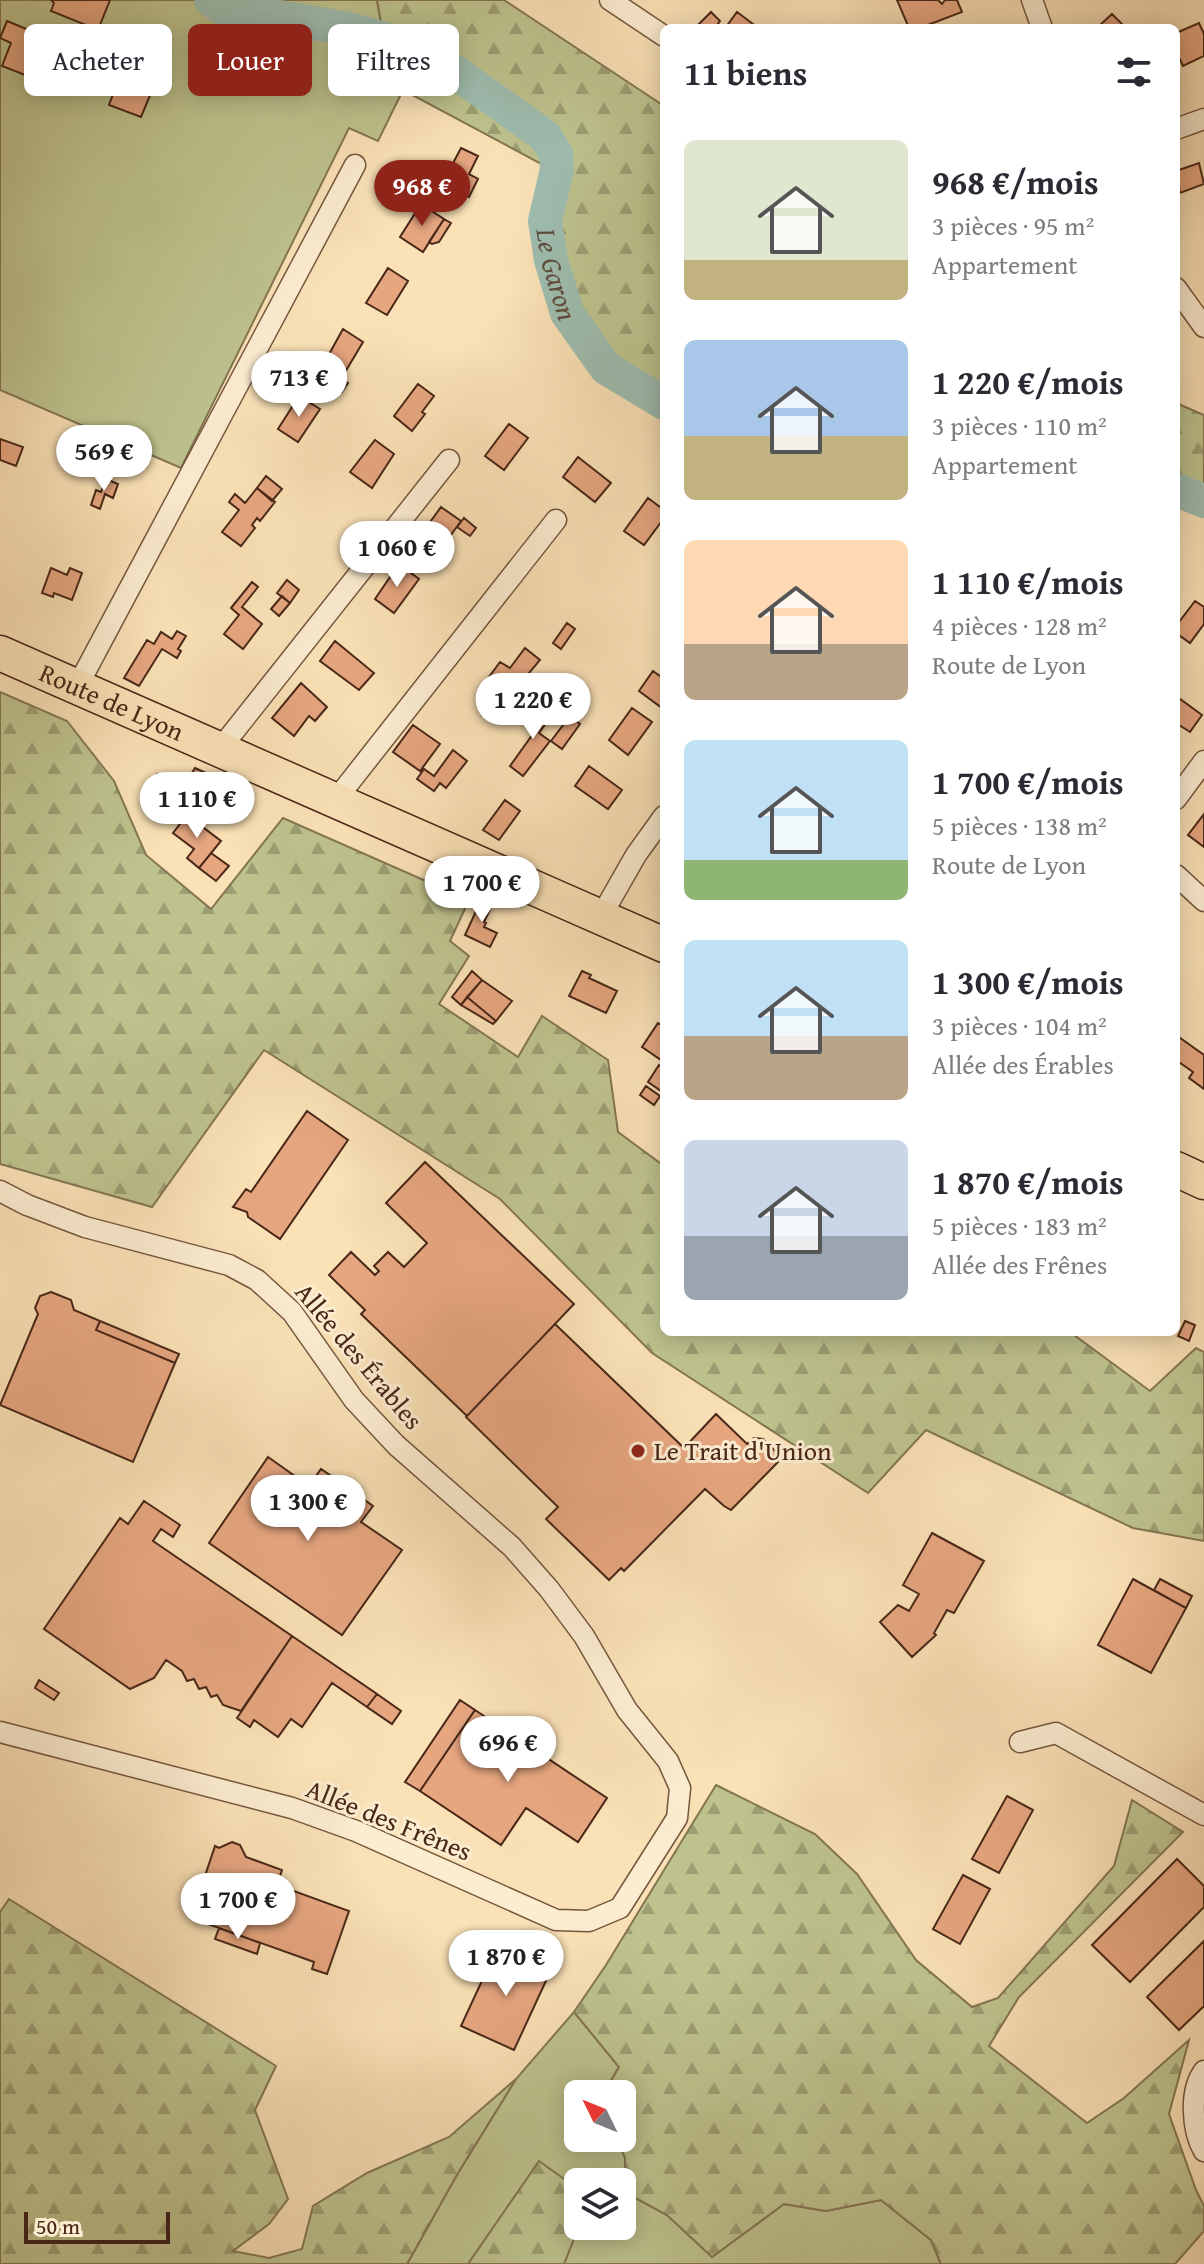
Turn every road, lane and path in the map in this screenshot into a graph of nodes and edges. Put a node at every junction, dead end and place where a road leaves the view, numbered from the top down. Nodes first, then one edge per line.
1 (610, 0) edge
2 (1032, 0) edge
3 (1041, 24) edge
4 (660, 33) edge
5 (1204, 119) edge
6 (1180, 128) edge
7 (355, 165) dead end
8 (1180, 294) edge
9 (1204, 327) edge
10 (449, 460) dead end
11 (556, 520) dead end
12 (0, 653) edge
13 (77, 687) junction
14 (220, 749) junction
15 (1204, 761) edge
16 (1180, 794) edge
17 (334, 802) junction
18 (660, 822) edge
19 (1180, 879) edge
20 (1204, 901) edge
21 (600, 918) junction
22 (660, 943) edge
23 (1180, 1171) edge
24 (1204, 1182) edge
25 (0, 1191) edge
26 (0, 1732) edge
27 (1020, 1742) dead end
28 (680, 1788) joint
29 (1204, 1815) edge
30 (1204, 2071) edge
31 (1204, 2151) edge

1 - 4 street
2 - 3 street
5 - 6 street
7 - 13 street
8 - 9 street
10 - 14 street
11 - 17 street
12 - 13 main road, Route de Lyon
13 - 14 main road, Route de Lyon
14 - 17 main road, Route de Lyon
15 - 16 street
17 - 21 main road, Route de Lyon
18 - 21 street
19 - 20 street
21 - 22 main road, Route de Lyon
23 - 24 main road
25 - 28 street, Allée des Érables
26 - 28 street, Allée des Frênes
27 - 29 street
30 - 31 street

################

An exact copy of the records above is needed, free of pictures.

OUTPUT FOR THIS EXERCISE:
Turn every road, lane and path in the map in this screenshot into a graph of nodes and edges. Put a node at every junction, dead end and place where a road leaves the view, numbered from the top down. Nodes first, then one edge per line.
1 (610, 0) edge
2 (1032, 0) edge
3 (1041, 24) edge
4 (660, 33) edge
5 (1204, 119) edge
6 (1180, 128) edge
7 (355, 165) dead end
8 (1180, 294) edge
9 (1204, 327) edge
10 (449, 460) dead end
11 (556, 520) dead end
12 (0, 653) edge
13 (77, 687) junction
14 (220, 749) junction
15 (1204, 761) edge
16 (1180, 794) edge
17 (334, 802) junction
18 (660, 822) edge
19 (1180, 879) edge
20 (1204, 901) edge
21 (600, 918) junction
22 (660, 943) edge
23 (1180, 1171) edge
24 (1204, 1182) edge
25 (0, 1191) edge
26 (0, 1732) edge
27 (1020, 1742) dead end
28 (680, 1788) joint
29 (1204, 1815) edge
30 (1204, 2071) edge
31 (1204, 2151) edge

1 - 4 street
2 - 3 street
5 - 6 street
7 - 13 street
8 - 9 street
10 - 14 street
11 - 17 street
12 - 13 main road, Route de Lyon
13 - 14 main road, Route de Lyon
14 - 17 main road, Route de Lyon
15 - 16 street
17 - 21 main road, Route de Lyon
18 - 21 street
19 - 20 street
21 - 22 main road, Route de Lyon
23 - 24 main road
25 - 28 street, Allée des Érables
26 - 28 street, Allée des Frênes
27 - 29 street
30 - 31 street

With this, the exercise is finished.